§ Task item
Read the data below. Every line holding the string "that" must be copied.

§ Data in this exercise
════════
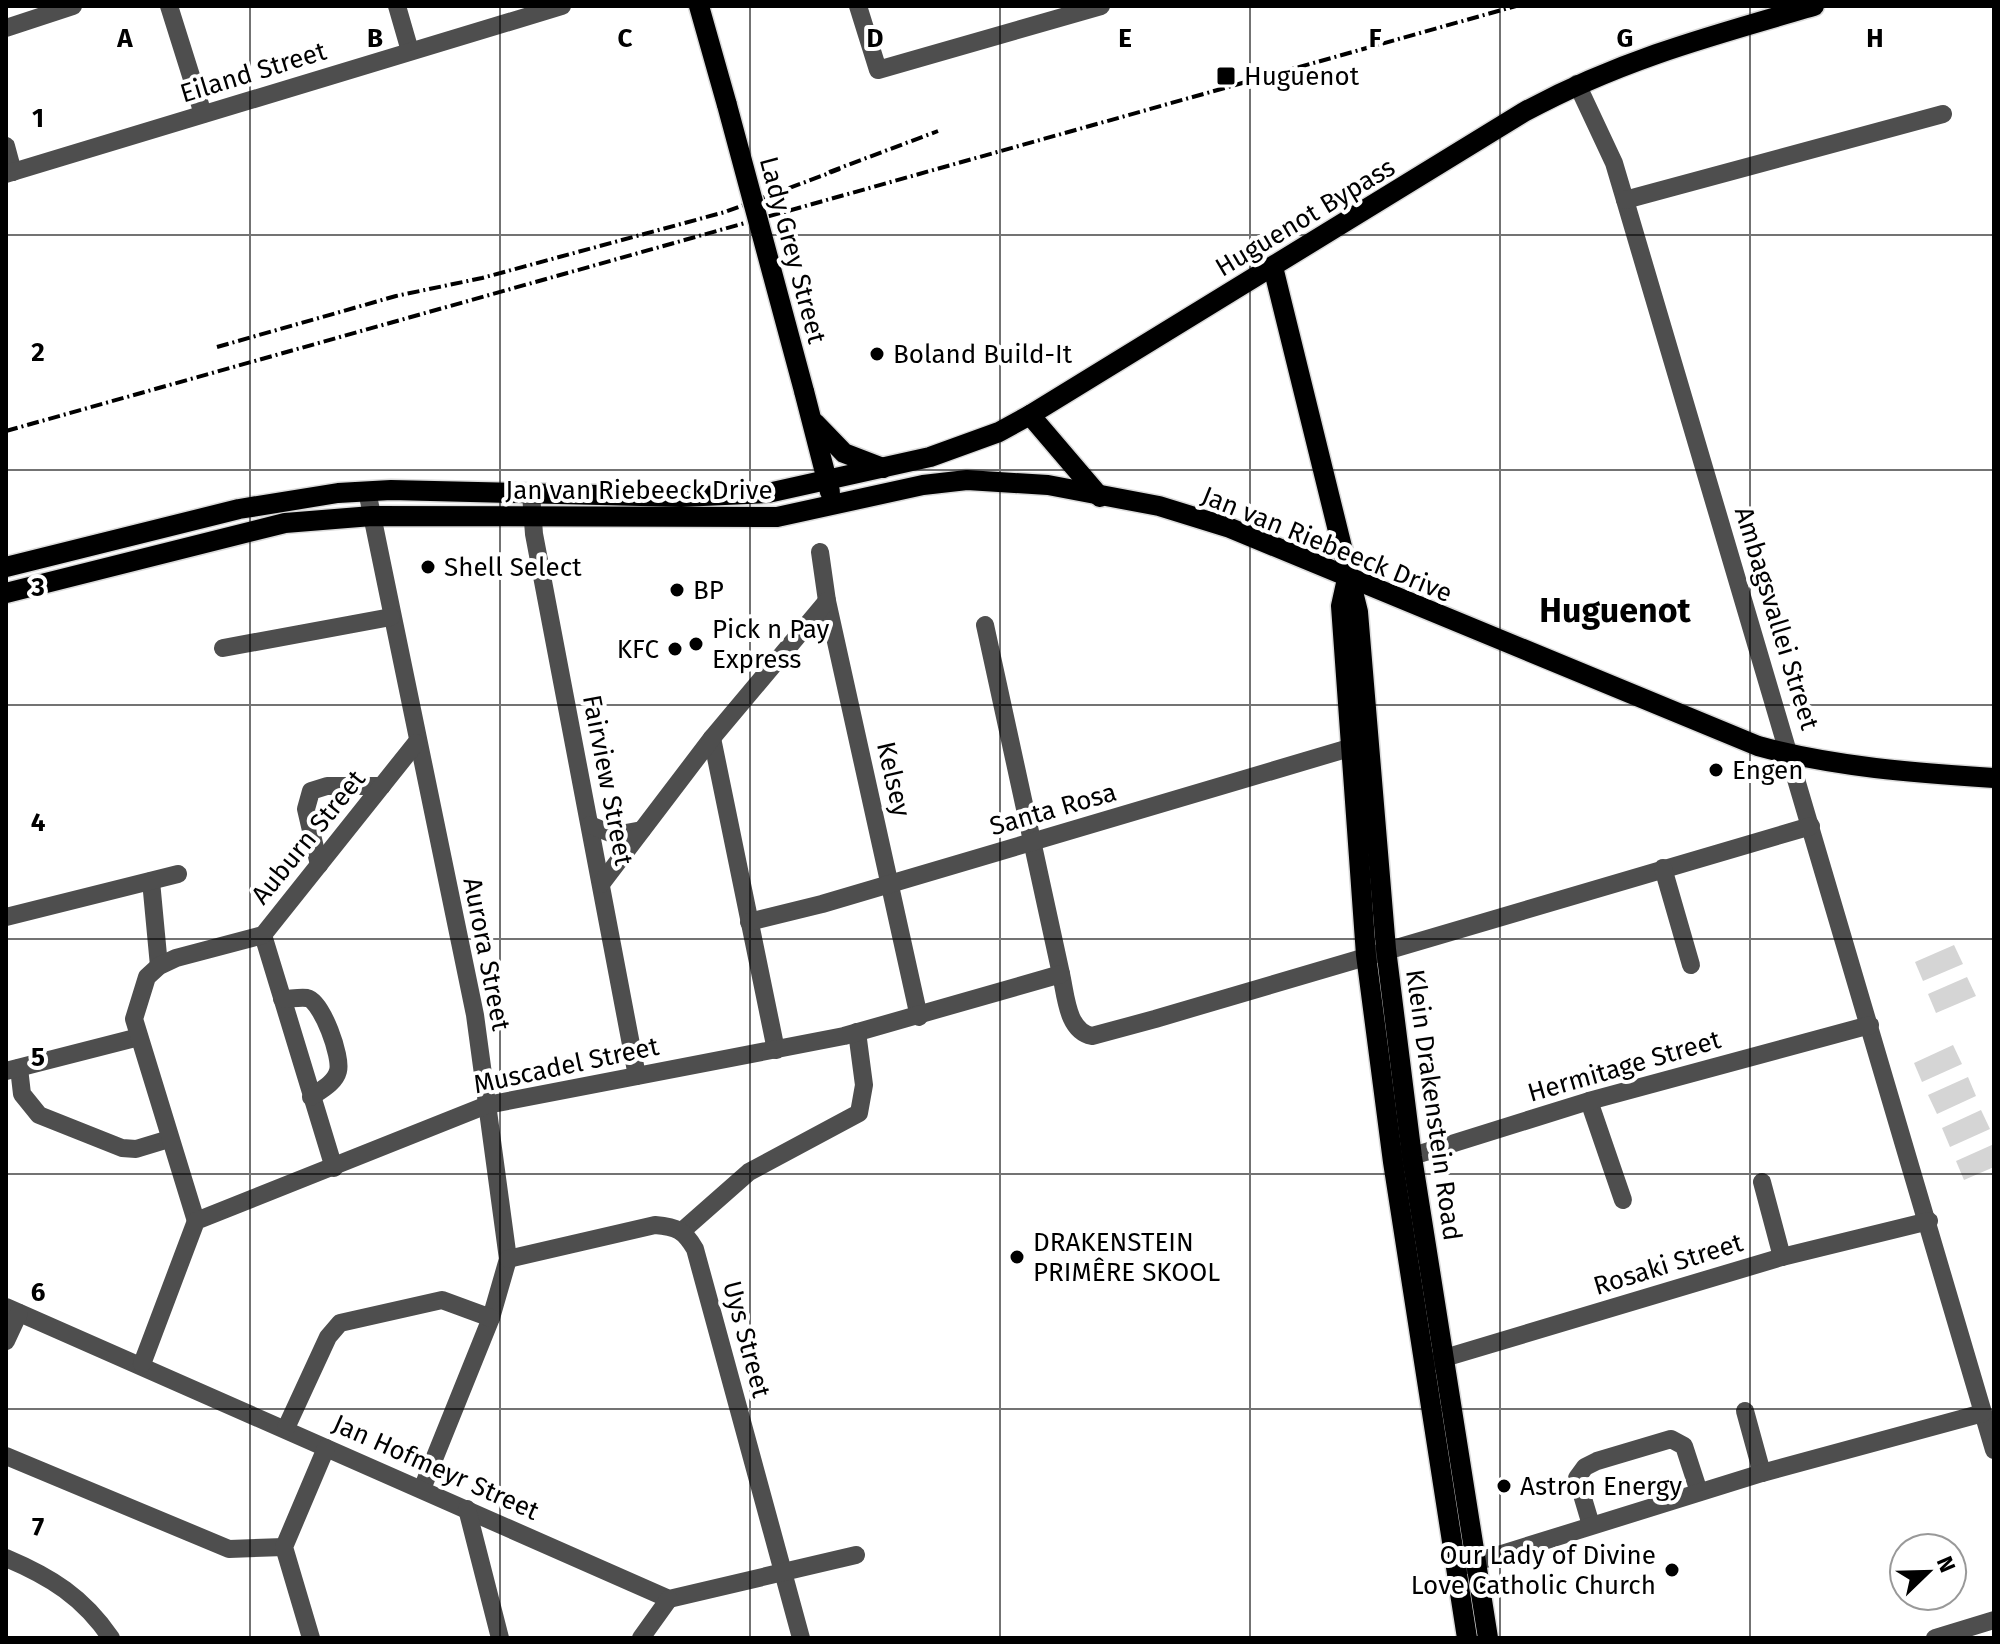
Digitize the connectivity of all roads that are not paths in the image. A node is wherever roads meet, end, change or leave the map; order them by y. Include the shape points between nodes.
════════
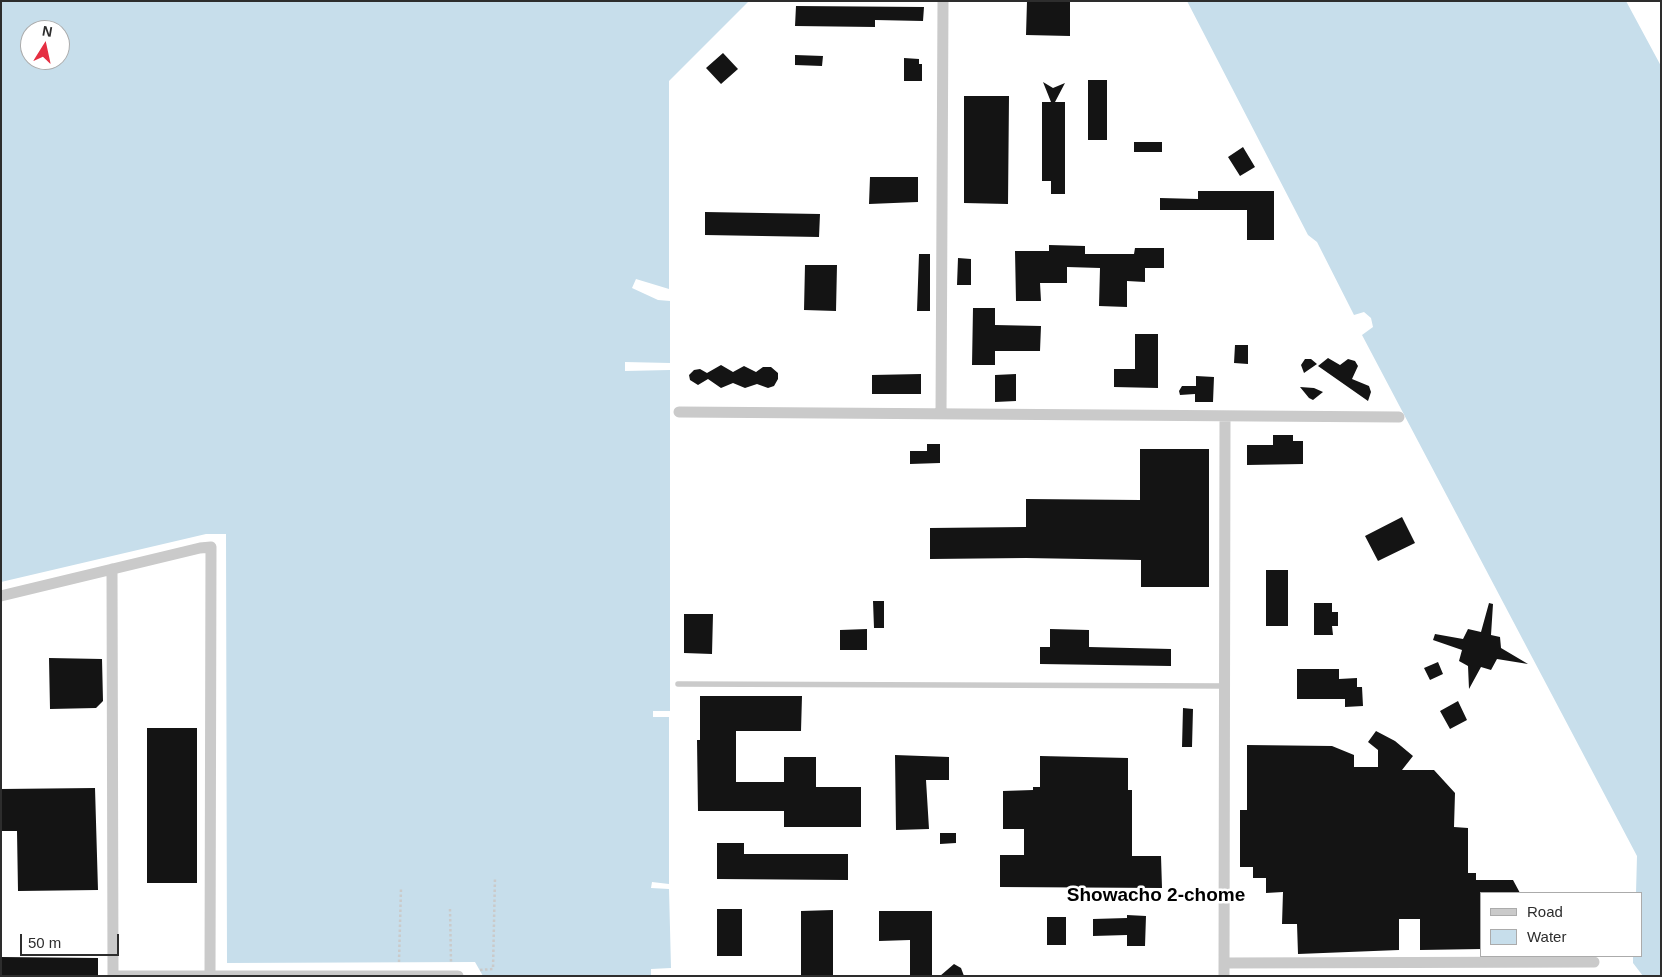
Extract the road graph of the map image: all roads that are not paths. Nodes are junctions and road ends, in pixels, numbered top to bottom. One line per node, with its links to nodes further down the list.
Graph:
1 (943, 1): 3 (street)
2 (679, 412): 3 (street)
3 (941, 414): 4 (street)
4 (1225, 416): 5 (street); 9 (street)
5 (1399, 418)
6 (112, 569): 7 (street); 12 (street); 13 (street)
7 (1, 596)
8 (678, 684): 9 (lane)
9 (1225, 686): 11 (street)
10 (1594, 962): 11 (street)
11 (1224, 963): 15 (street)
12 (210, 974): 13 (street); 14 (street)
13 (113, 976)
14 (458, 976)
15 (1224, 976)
════════
§ The answer
Digitize the connectivity of all roads that are not paths in the image. A node is wherever roads meet, end, change or leave the map; order them by y. Include the shape points between nodes.
Extract the road graph of the map image: all roads that are not paths. Nodes are junctions and road ends, in pixels, numbered top to bottom. One line per node, with its links to nodes further down the list.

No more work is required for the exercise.